There are many different types of cell signalling that vary immensely. About 10-15% of the genome codes for the creation of these cell signalling molecules. Most signals involved are chemicals but some can be physical signals such as light.

Different signalling mechanisms are used depending on how far the signal needs to travel. For short distances, there is a pathway between adjacent cells and takes place via a gap junction. The pathway sizes increase from gap junction, to contact dependant, where the signal is displayed on the surface and a receptor on another cell surface, for example, an immune response cell. Paracrine pathways secrete a signal into the interstitial fluid within the same tissue. The next longer pathway is Autocrine signalling and Synaptic signalling. The longest signalling pathway, which usually has the longest response time to the stimulus is Endocrine signalling, where the signal is secreted into the blood stream which flows around the body.

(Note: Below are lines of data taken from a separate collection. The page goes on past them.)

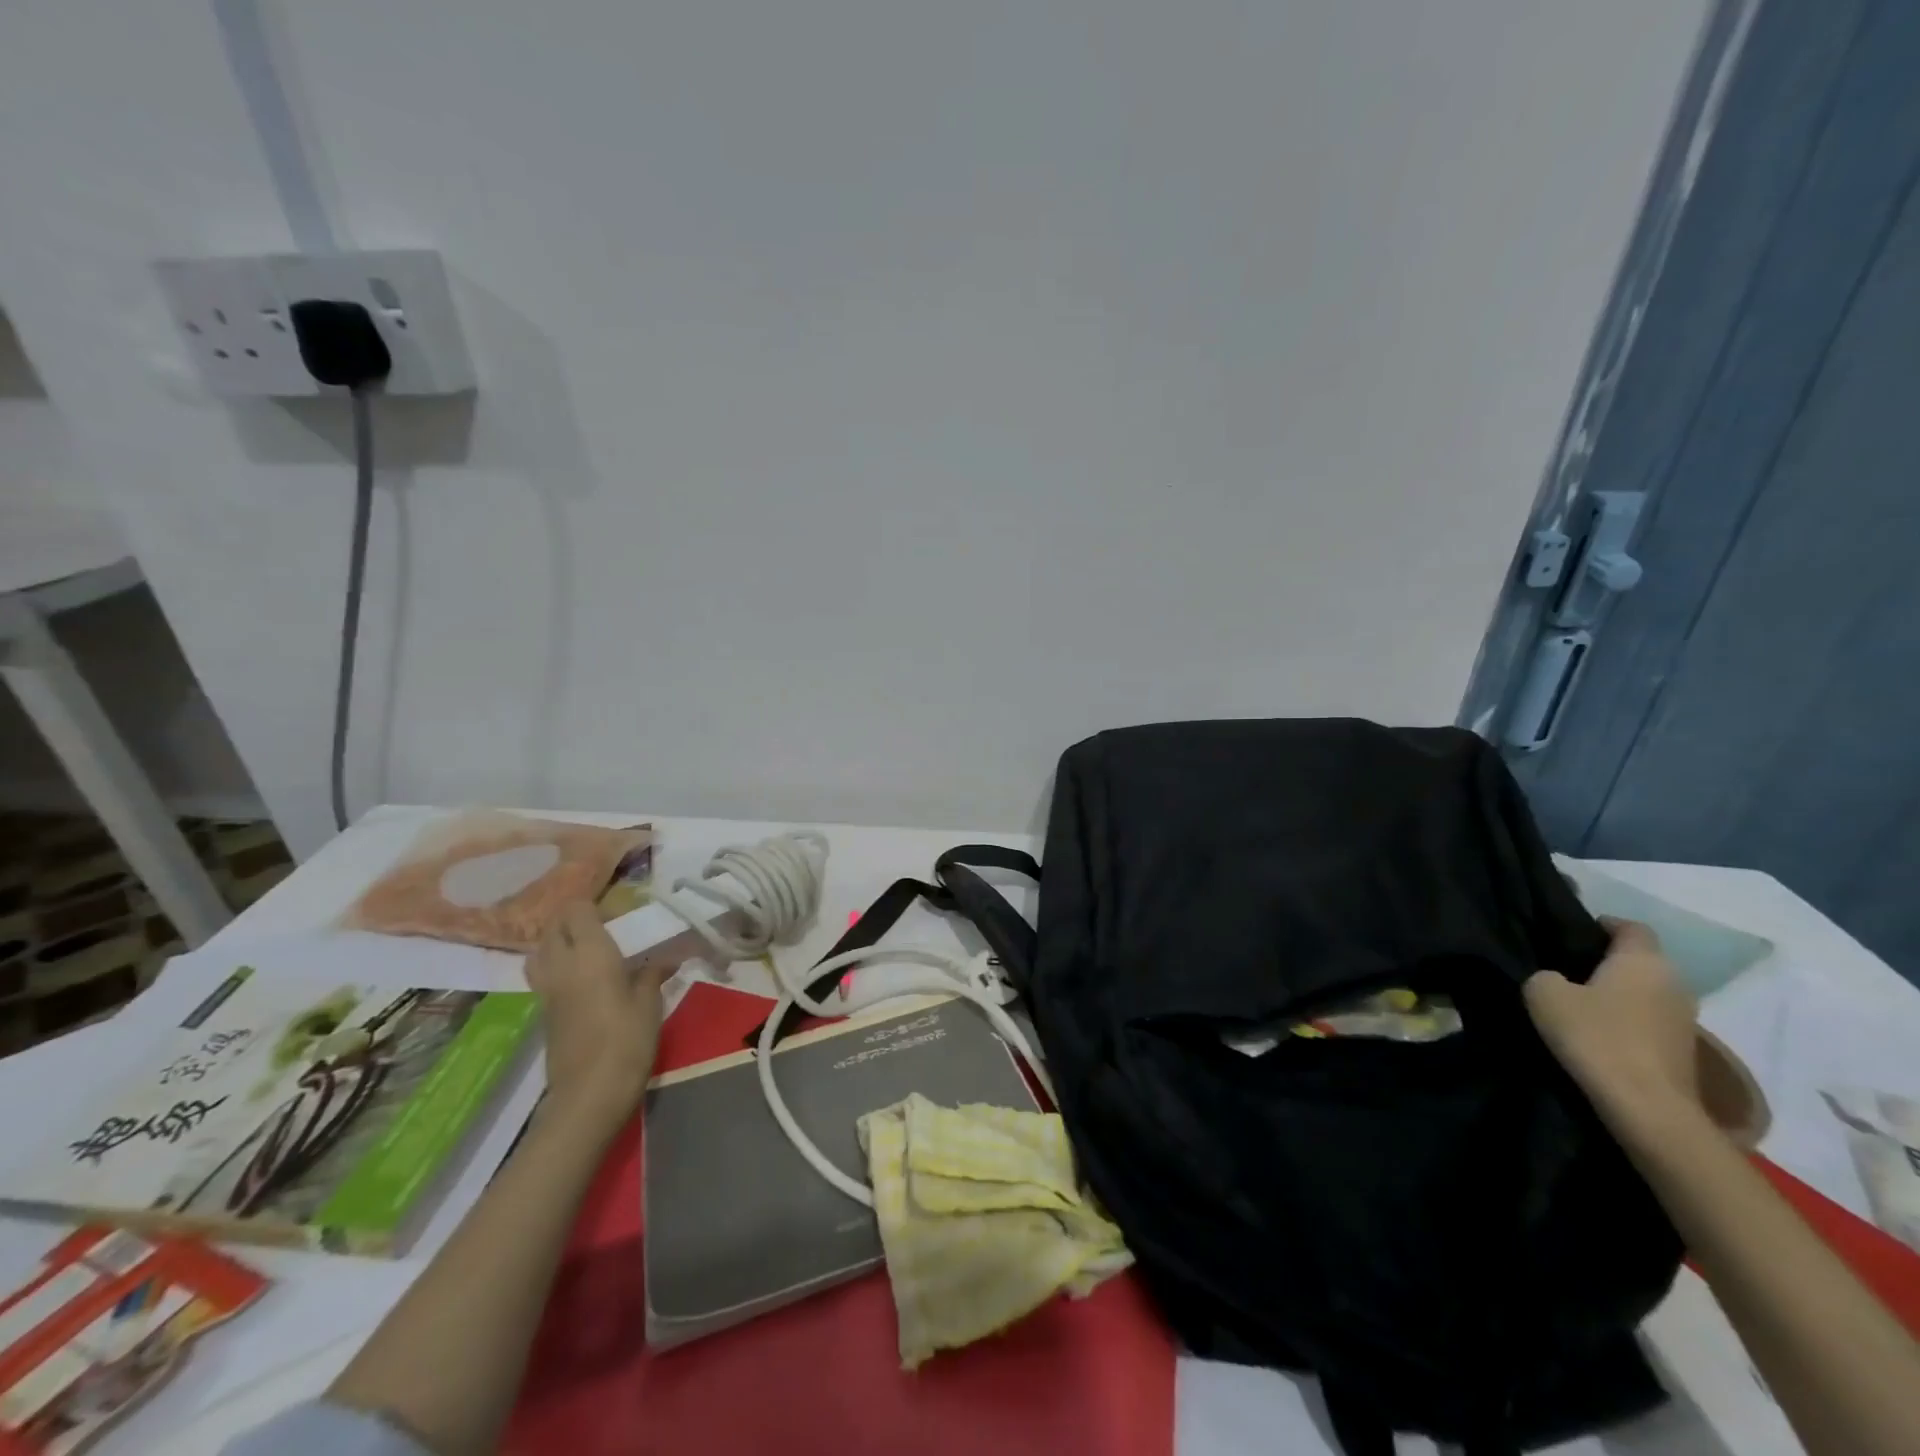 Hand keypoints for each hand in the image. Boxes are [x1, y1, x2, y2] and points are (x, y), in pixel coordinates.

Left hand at [524, 901, 667, 1127]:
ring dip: (558, 942)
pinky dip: (556, 966)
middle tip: (605, 928)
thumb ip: (653, 973)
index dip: (593, 905)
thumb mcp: (650, 1003)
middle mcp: (562, 965)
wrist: (588, 1096)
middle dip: (573, 920)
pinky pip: (543, 975)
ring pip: (540, 951)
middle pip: (553, 927)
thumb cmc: (626, 1042)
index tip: (618, 913)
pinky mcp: (543, 1013)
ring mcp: (547, 990)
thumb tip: (667, 956)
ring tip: (587, 950)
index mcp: (590, 953)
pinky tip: (582, 979)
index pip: (576, 910)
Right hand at [1525, 918, 1700, 1127]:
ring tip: (1581, 1003)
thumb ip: (1545, 975)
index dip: (1603, 924)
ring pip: (1647, 992)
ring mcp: (1685, 1019)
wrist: (1647, 1107)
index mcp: (1643, 960)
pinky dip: (1629, 1021)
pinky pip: (1651, 1021)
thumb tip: (1555, 979)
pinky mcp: (1685, 1050)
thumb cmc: (1595, 1036)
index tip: (1573, 934)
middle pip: (1641, 960)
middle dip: (1609, 961)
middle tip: (1568, 968)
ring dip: (1620, 994)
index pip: (1631, 926)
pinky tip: (1601, 1033)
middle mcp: (1674, 982)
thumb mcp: (1543, 993)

A signal molecule coming from either a long or short distance functions as a ligand by binding to a receptor. The ligand is the 'primary messenger', and its binding to the receptor often causes additional molecules inside the cell to receive the signal. These are known as 'second messengers' and they relay the signals to different parts of the cell, initiating a cascade of changes (to behaviour or gene expression) within the receiving cell[1].

There are 5 stages:

  1. Signal
  2. Reception
  3. Transduction
  4. Amplification
  5. Response


  1. Hardin, J. et al. (2011). Becker's World of the Cell. 8th ed. San Francisco: Pearson. p392-3.